Coursify

System Design for Software Engineers

CDNs: Delivering Content at the Edge

CDNs: Delivering Content at the Edge

A Content Delivery Network (CDN) is a geographically distributed group of servers that work together to provide fast delivery of internet content. A CDN allows for the quick transfer of assets needed for loading internet content including HTML pages, javascript files, stylesheets, images, and videos.
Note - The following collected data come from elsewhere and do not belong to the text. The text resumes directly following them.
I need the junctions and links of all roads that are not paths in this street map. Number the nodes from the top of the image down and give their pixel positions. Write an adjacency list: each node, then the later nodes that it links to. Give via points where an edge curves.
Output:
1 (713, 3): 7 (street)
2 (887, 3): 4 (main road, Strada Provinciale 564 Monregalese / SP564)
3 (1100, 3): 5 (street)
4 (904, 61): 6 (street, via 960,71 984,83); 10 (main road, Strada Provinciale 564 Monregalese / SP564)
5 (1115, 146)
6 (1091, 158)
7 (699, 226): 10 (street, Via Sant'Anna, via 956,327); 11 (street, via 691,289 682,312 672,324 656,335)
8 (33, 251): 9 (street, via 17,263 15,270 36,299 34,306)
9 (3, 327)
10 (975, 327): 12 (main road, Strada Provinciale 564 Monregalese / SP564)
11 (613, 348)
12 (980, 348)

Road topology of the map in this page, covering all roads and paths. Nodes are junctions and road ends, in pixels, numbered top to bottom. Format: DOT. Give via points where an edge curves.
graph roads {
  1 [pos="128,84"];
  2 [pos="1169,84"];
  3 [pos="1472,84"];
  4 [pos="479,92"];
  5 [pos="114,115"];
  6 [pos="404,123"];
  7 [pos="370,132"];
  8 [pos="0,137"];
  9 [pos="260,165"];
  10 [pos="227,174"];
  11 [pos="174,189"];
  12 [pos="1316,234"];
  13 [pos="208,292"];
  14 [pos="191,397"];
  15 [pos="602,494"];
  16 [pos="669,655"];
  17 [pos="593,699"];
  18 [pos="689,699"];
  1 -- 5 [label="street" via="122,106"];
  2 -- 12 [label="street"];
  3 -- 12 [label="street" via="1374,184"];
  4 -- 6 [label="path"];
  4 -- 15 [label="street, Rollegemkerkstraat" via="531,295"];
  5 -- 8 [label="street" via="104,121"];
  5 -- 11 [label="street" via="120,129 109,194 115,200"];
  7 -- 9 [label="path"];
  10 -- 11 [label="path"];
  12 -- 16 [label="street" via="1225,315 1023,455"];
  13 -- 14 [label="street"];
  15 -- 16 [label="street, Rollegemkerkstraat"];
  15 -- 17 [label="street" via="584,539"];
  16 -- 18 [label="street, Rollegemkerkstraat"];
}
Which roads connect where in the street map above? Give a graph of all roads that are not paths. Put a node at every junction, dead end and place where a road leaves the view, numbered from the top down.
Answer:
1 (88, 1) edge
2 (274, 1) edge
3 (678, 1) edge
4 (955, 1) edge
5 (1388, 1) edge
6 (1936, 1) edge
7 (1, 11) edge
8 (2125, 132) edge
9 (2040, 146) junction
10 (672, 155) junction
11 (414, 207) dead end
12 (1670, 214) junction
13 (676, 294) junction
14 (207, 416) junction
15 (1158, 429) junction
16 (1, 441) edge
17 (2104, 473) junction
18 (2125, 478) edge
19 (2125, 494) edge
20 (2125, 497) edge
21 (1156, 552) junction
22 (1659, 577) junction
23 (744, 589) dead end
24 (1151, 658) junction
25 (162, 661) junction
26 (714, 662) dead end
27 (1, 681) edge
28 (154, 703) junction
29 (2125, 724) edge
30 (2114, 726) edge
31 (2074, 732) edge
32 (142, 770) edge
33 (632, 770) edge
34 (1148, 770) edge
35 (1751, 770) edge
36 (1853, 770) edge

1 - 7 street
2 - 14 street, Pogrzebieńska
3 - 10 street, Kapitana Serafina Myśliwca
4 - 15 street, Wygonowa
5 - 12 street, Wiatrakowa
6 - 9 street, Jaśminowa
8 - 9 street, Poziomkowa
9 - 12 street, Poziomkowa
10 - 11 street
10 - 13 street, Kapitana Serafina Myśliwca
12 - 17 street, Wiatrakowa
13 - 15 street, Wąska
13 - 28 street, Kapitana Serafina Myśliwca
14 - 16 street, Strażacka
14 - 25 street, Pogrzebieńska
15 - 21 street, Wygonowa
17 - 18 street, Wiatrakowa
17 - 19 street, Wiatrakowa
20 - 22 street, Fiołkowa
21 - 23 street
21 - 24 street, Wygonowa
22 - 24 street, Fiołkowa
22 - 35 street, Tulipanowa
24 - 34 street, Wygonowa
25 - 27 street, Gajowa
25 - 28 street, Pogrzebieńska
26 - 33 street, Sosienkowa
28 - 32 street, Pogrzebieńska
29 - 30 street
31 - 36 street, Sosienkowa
Without a CDN, every user in the world must fetch content from your origin server, potentially thousands of miles away. With a CDN, users fetch content from an Edge Location much closer to them, drastically reducing latency.

How a CDN Works

  1. User Request: A user in Tokyo requests an image from example.com.
  2. DNS Routing: The DNS server for example.com returns the IP address of the nearest CDN edge server (using Anycast or GeoDNS).
  3. Cache Hit: If the edge server has the image in its cache, it serves it immediately.
  4. Cache Miss: If the edge server doesn't have the image, it fetches it from the Origin Server (your main server), saves it locally for future requests, and serves it to the user.

Push vs. Pull CDNs

  • Pull CDN: The CDN pulls content from your origin server only when a user requests it for the first time. This is the most common approach and is very easy to set up.
  • Push CDN: You proactively push content to the CDN servers whenever it changes. This is useful for large files or content that doesn't change often but needs to be available instantly globally.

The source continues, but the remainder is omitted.